SOSYAL VE SANATSAL FAALİYETLER

Müzik, resim gibi alanlarda yetenekleri olan öğrencilerin bu alanlara yönelebileceklerini belirten Şahin, şöyle konuştu: "Tatil, 'Tamamen kitabı, defteri, kalemi, bırakalım' anlamına da gelmiyor. Çünkü bu süreçte eğitim gören çocukların durumu uzmanlarca 'kayıp nesil' olarak tanımlanıyor. Ne kadar uzaktan eğitim olsa da hiçbir eğitim yüz yüze eğitimin yerini tutmuyor. Çocuklarımızın bu açığı bir şekilde kapatmalı, derslerden tamamen uzaklaşmaları doğru değil. Daha çok fiziki materyali ve kitabı olan etkinliklere yönelmeleri iyi olacaktır. Sosyal ve sanatsal faaliyetlere de biraz daha fazla ağırlık verebilirler."

KAYGILARINI AZALTIN

Dr. Öğr. Üyesi Şahin, ebeveynlere, çocukların salgınla ilgili kaygılarını en aza indirmeleri tavsiyesinde bulunarak, şunları kaydetti: "Kaygılarını azaltmak için diğer arkadaşlarını örnek göstererek onlarla konuşturabiliriz.
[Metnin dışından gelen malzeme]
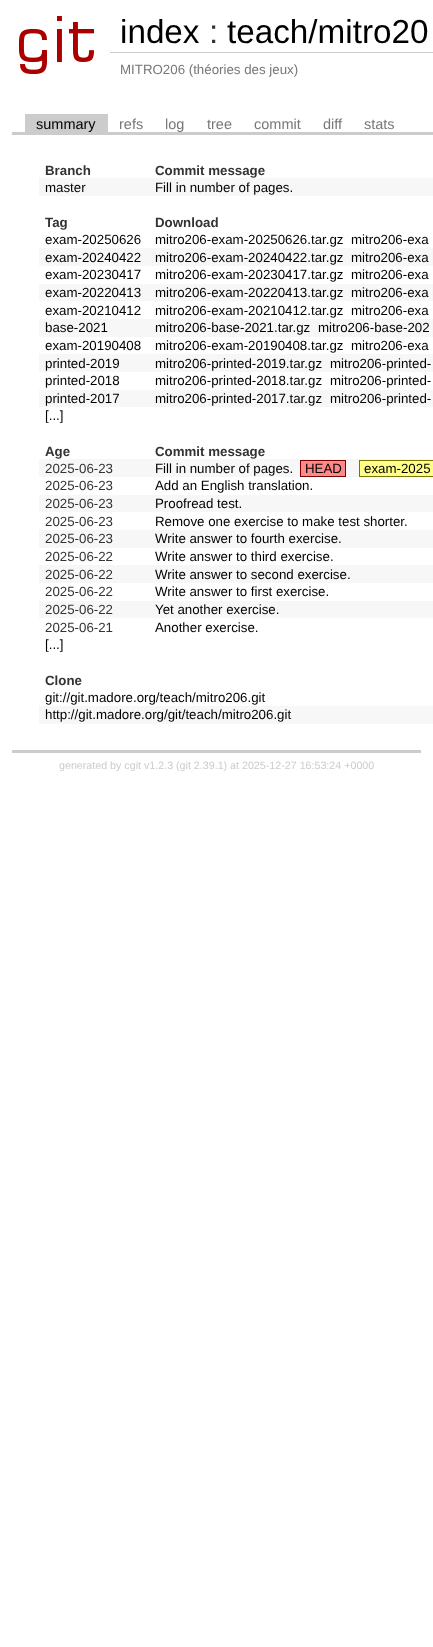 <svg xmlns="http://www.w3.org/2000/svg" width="433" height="1647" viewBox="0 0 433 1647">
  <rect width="100%" height="100%" fill="#ffffff"/>
  <image x="19" y="16" width="75" height="58" href="img1.png"/>
  <text x="120" y="43" font-family="Liberation Sans" font-size="33.25" fill="#000000">index</text>
  <text x="209" y="43" font-family="Liberation Sans" font-size="33.25" fill="#333333">:</text>
  <text x="227" y="43" font-family="Liberation Sans" font-size="33.25" fill="#000000">teach/mitro20</text>
  <rect x="110" y="52" width="323" height="1" fill="#cccccc"/>
  <text x="120" y="74" font-family="Liberation Sans" font-size="13.3" fill="#777777">MITRO206 (théories des jeux)</text>
  <rect x="12" y="132" width="421" height="3" fill="#cccccc"/>
  <rect x="25" y="114" width="83" height="18" fill="#cccccc"/>
  <text x="36" y="129" font-family="Liberation Sans" font-size="14.5" fill="#000000">summary</text>
  <text x="119" y="129" font-family="Liberation Sans" font-size="14.5" fill="#777777">refs</text>
  <text x="165" y="129" font-family="Liberation Sans" font-size="14.5" fill="#777777">log</text>
  <text x="207" y="129" font-family="Liberation Sans" font-size="14.5" fill="#777777">tree</text>
  <text x="254" y="129" font-family="Liberation Sans" font-size="14.5" fill="#777777">commit</text>
  <text x="323" y="129" font-family="Liberation Sans" font-size="14.5" fill="#777777">diff</text>
  <text x="364" y="129" font-family="Liberation Sans" font-size="14.5" fill="#777777">stats</text>
  <rect x="12" y="750" width="409" height="3" fill="#cccccc"/>
  <text x="45" y="175" font-family="Liberation Sans" font-size="13.3" font-weight="bold" fill="#333333">Branch</text>
  <text x="155" y="175" font-family="Liberation Sans" font-size="13.3" font-weight="bold" fill="#333333">Commit message</text>
  <rect x="39" y="178" width="394" height="18" fill="#f7f7f7"/>
  <text x="45" y="192" font-family="Liberation Sans" font-size="13.3" fill="#000000">master</text>
  <text x="155" y="192" font-family="Liberation Sans" font-size="13.3" fill="#000000">Fill in number of pages.</text>
  <text x="45" y="227" font-family="Liberation Sans" font-size="13.3" font-weight="bold" fill="#333333">Tag</text>
  <text x="155" y="227" font-family="Liberation Sans" font-size="13.3" font-weight="bold" fill="#333333">Download</text>
  <text x="45" y="244" font-family="Liberation Sans" font-size="13.3" fill="#000000">exam-20250626</text>
  <text x="155" y="244" font-family="Liberation Sans" font-size="13.3" fill="#000000">mitro206-exam-20250626.tar.gz</text>
  <text x="351" y="244" font-family="Liberation Sans" font-size="13.3" fill="#000000">mitro206-exa</text>
  <rect x="39" y="248" width="394" height="18" fill="#f7f7f7"/>
  <text x="45" y="262" font-family="Liberation Sans" font-size="13.3" fill="#000000">exam-20240422</text>
  <text x="155" y="262" font-family="Liberation Sans" font-size="13.3" fill="#000000">mitro206-exam-20240422.tar.gz</text>
  <text x="351" y="262" font-family="Liberation Sans" font-size="13.3" fill="#000000">mitro206-exa</text>
  <text x="45" y="279" font-family="Liberation Sans" font-size="13.3" fill="#000000">exam-20230417</text>
  <text x="155" y="279" font-family="Liberation Sans" font-size="13.3" fill="#000000">mitro206-exam-20230417.tar.gz</text>
  <text x="351" y="279" font-family="Liberation Sans" font-size="13.3" fill="#000000">mitro206-exa</text>
  <rect x="39" y="284" width="394" height="17" fill="#f7f7f7"/>
  <text x="45" y="297" font-family="Liberation Sans" font-size="13.3" fill="#000000">exam-20220413</text>
  <text x="155" y="297" font-family="Liberation Sans" font-size="13.3" fill="#000000">mitro206-exam-20220413.tar.gz</text>
  <text x="351" y="297" font-family="Liberation Sans" font-size="13.3" fill="#000000">mitro206-exa</text>
  <text x="45" y="315" font-family="Liberation Sans" font-size="13.3" fill="#000000">exam-20210412</text>
  <text x="155" y="315" font-family="Liberation Sans" font-size="13.3" fill="#000000">mitro206-exam-20210412.tar.gz</text>
  <text x="351" y="315" font-family="Liberation Sans" font-size="13.3" fill="#000000">mitro206-exa</text>
  <rect x="39" y="319" width="394" height="18" fill="#f7f7f7"/>
  <text x="45" y="332" font-family="Liberation Sans" font-size="13.3" fill="#000000">base-2021</text>
  <text x="155" y="332" font-family="Liberation Sans" font-size="13.3" fill="#000000">mitro206-base-2021.tar.gz</text>
  <text x="318" y="332" font-family="Liberation Sans" font-size="13.3" fill="#000000">mitro206-base-202</text>
  <text x="45" y="350" font-family="Liberation Sans" font-size="13.3" fill="#000000">exam-20190408</text>
  <text x="155" y="350" font-family="Liberation Sans" font-size="13.3" fill="#000000">mitro206-exam-20190408.tar.gz</text>
  <text x="351" y="350" font-family="Liberation Sans" font-size="13.3" fill="#000000">mitro206-exa</text>
  <rect x="39" y="354" width="394" height="18" fill="#f7f7f7"/>
  <text x="45" y="368" font-family="Liberation Sans" font-size="13.3" fill="#000000">printed-2019</text>
  <text x="155" y="368" font-family="Liberation Sans" font-size="13.3" fill="#000000">mitro206-printed-2019.tar.gz</text>
  <text x="330" y="368" font-family="Liberation Sans" font-size="13.3" fill="#000000">mitro206-printed-</text>
  <text x="45" y="385" font-family="Liberation Sans" font-size="13.3" fill="#000000">printed-2018</text>
  <text x="155" y="385" font-family="Liberation Sans" font-size="13.3" fill="#000000">mitro206-printed-2018.tar.gz</text>
  <text x="330" y="385" font-family="Liberation Sans" font-size="13.3" fill="#000000">mitro206-printed-</text>
  <rect x="39" y="390" width="394" height="17" fill="#f7f7f7"/>
  <text x="45" y="403" font-family="Liberation Sans" font-size="13.3" fill="#000000">printed-2017</text>
  <text x="155" y="403" font-family="Liberation Sans" font-size="13.3" fill="#000000">mitro206-printed-2017.tar.gz</text>
  <text x="330" y="403" font-family="Liberation Sans" font-size="13.3" fill="#000000">mitro206-printed-</text>
  <text x="45" y="420" font-family="Liberation Sans" font-size="13.3" fill="#000000">[...]</text>
  <text x="45" y="456" font-family="Liberation Sans" font-size="13.3" font-weight="bold" fill="#333333">Age</text>
  <text x="155" y="456" font-family="Liberation Sans" font-size="13.3" font-weight="bold" fill="#333333">Commit message</text>
  <rect x="39" y="459" width="394" height="18" fill="#f7f7f7"/>
  <text x="45" y="473" font-family="Liberation Sans" font-size="13.3" fill="#333333">2025-06-23</text>
  <text x="155" y="473" font-family="Liberation Sans" font-size="13.3" fill="#000000">Fill in number of pages.</text>
  <rect x="300.5" y="460.5" width="45" height="16" fill="#ff8888" stroke="#770000"/>
  <text x="305" y="473" font-family="Liberation Sans" font-size="13.3" fill="#000000">HEAD</text>
  <rect x="359.5" y="460.5" width="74" height="16" fill="#ffff88" stroke="#777700"/>
  <text x="364" y="473" font-family="Liberation Sans" font-size="13.3" fill="#000000">exam-2025</text>
  <text x="45" y="490" font-family="Liberation Sans" font-size="13.3" fill="#333333">2025-06-23</text>
  <text x="155" y="490" font-family="Liberation Sans" font-size="13.3" fill="#000000">Add an English translation.</text>
  <rect x="39" y="495" width="394" height="17" fill="#f7f7f7"/>
  <text x="45" y="508" font-family="Liberation Sans" font-size="13.3" fill="#333333">2025-06-23</text>
  <text x="155" y="508" font-family="Liberation Sans" font-size="13.3" fill="#000000">Proofread test.</text>
  <text x="45" y="526" font-family="Liberation Sans" font-size="13.3" fill="#333333">2025-06-23</text>
  <text x="155" y="526" font-family="Liberation Sans" font-size="13.3" fill="#000000">Remove one exercise to make test shorter.</text>
  <rect x="39" y="530" width="394" height="18" fill="#f7f7f7"/>
  <text x="45" y="543" font-family="Liberation Sans" font-size="13.3" fill="#333333">2025-06-23</text>
  <text x="155" y="543" font-family="Liberation Sans" font-size="13.3" fill="#000000">Write answer to fourth exercise.</text>
  <text x="45" y="561" font-family="Liberation Sans" font-size="13.3" fill="#333333">2025-06-22</text>
  <text x="155" y="561" font-family="Liberation Sans" font-size="13.3" fill="#000000">Write answer to third exercise.</text>
  <rect x="39" y="565" width="394" height="18" fill="#f7f7f7"/>
  <text x="45" y="579" font-family="Liberation Sans" font-size="13.3" fill="#333333">2025-06-22</text>
  <text x="155" y="579" font-family="Liberation Sans" font-size="13.3" fill="#000000">Write answer to second exercise.</text>
  <text x="45" y="596" font-family="Liberation Sans" font-size="13.3" fill="#333333">2025-06-22</text>
  <text x="155" y="596" font-family="Liberation Sans" font-size="13.3" fill="#000000">Write answer to first exercise.</text>
  <rect x="39" y="601" width="394" height="17" fill="#f7f7f7"/>
  <text x="45" y="614" font-family="Liberation Sans" font-size="13.3" fill="#333333">2025-06-22</text>
  <text x="155" y="614" font-family="Liberation Sans" font-size="13.3" fill="#000000">Yet another exercise.</text>
  <text x="45" y="632" font-family="Liberation Sans" font-size="13.3" fill="#333333">2025-06-21</text>
  <text x="155" y="632" font-family="Liberation Sans" font-size="13.3" fill="#000000">Another exercise.</text>
  <text x="45" y="649" font-family="Liberation Sans" font-size="13.3" fill="#000000">[...]</text>
  <text x="45" y="685" font-family="Liberation Sans" font-size="13.3" font-weight="bold" fill="#333333">Clone</text>
  <text x="45" y="702" font-family="Liberation Sans" font-size="13.3" fill="#000000">git://git.madore.org/teach/mitro206.git</text>
  <rect x="39" y="706" width="394" height="18" fill="#f7f7f7"/>
  <text x="45" y="719" font-family="Liberation Sans" font-size="13.3" fill="#000000">http://git.madore.org/git/teach/mitro206.git</text>
  <text x="59" y="769" font-family="Liberation Sans" font-size="10.7" fill="#cccccc">generated by cgit v1.2.3 (git 2.39.1) at 2025-12-27 16:53:24 +0000</text>
</svg>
Burada ebeveynlere düşen en büyük sorumluluk, sakin, hoşgörülü ve nazik olmaları. Çünkü onlar da bu süreçte evlerinde, bazıları işlerini kaybetti, bazıları farklı bir çalışma sistemine geçti. Çocuklarına, hem sosyal duygusal anlamda hem de diğer gelişim anlamlarında destek olabilirler. Çocuklarının kitap okumalarına refakat edebilirler. Çocuklarının eksik konuları varsa onları tamamlamalarına yardımcı olabilirler. İmkanları varsa evde farklı bir aktivite, etkinlik yaratabilirler. Çocuklarını yetenek, ilgi ve becerileri açısından destekleyebilirler."

NOTUYLA ÖLÇMEYİN

Öğrencilerin karnelerini dijital ortamda alacaklarını hatırlatan Şahin, ebeveynlere, "Ne not getirirse getirsin o çocuk bizim çocuğumuz, o not onun sadece hayatının bir parçası. Hiçbir şekilde aldığı notla çocuğu olumsuz bir şekilde eleştirmemeli. Hele hele bu dönem hiç eleştirmemeli. Çünkü bu dönem kaygının, stresin, öfkenin, sinirin en fazla olduğu dönem" uyarısında bulundu.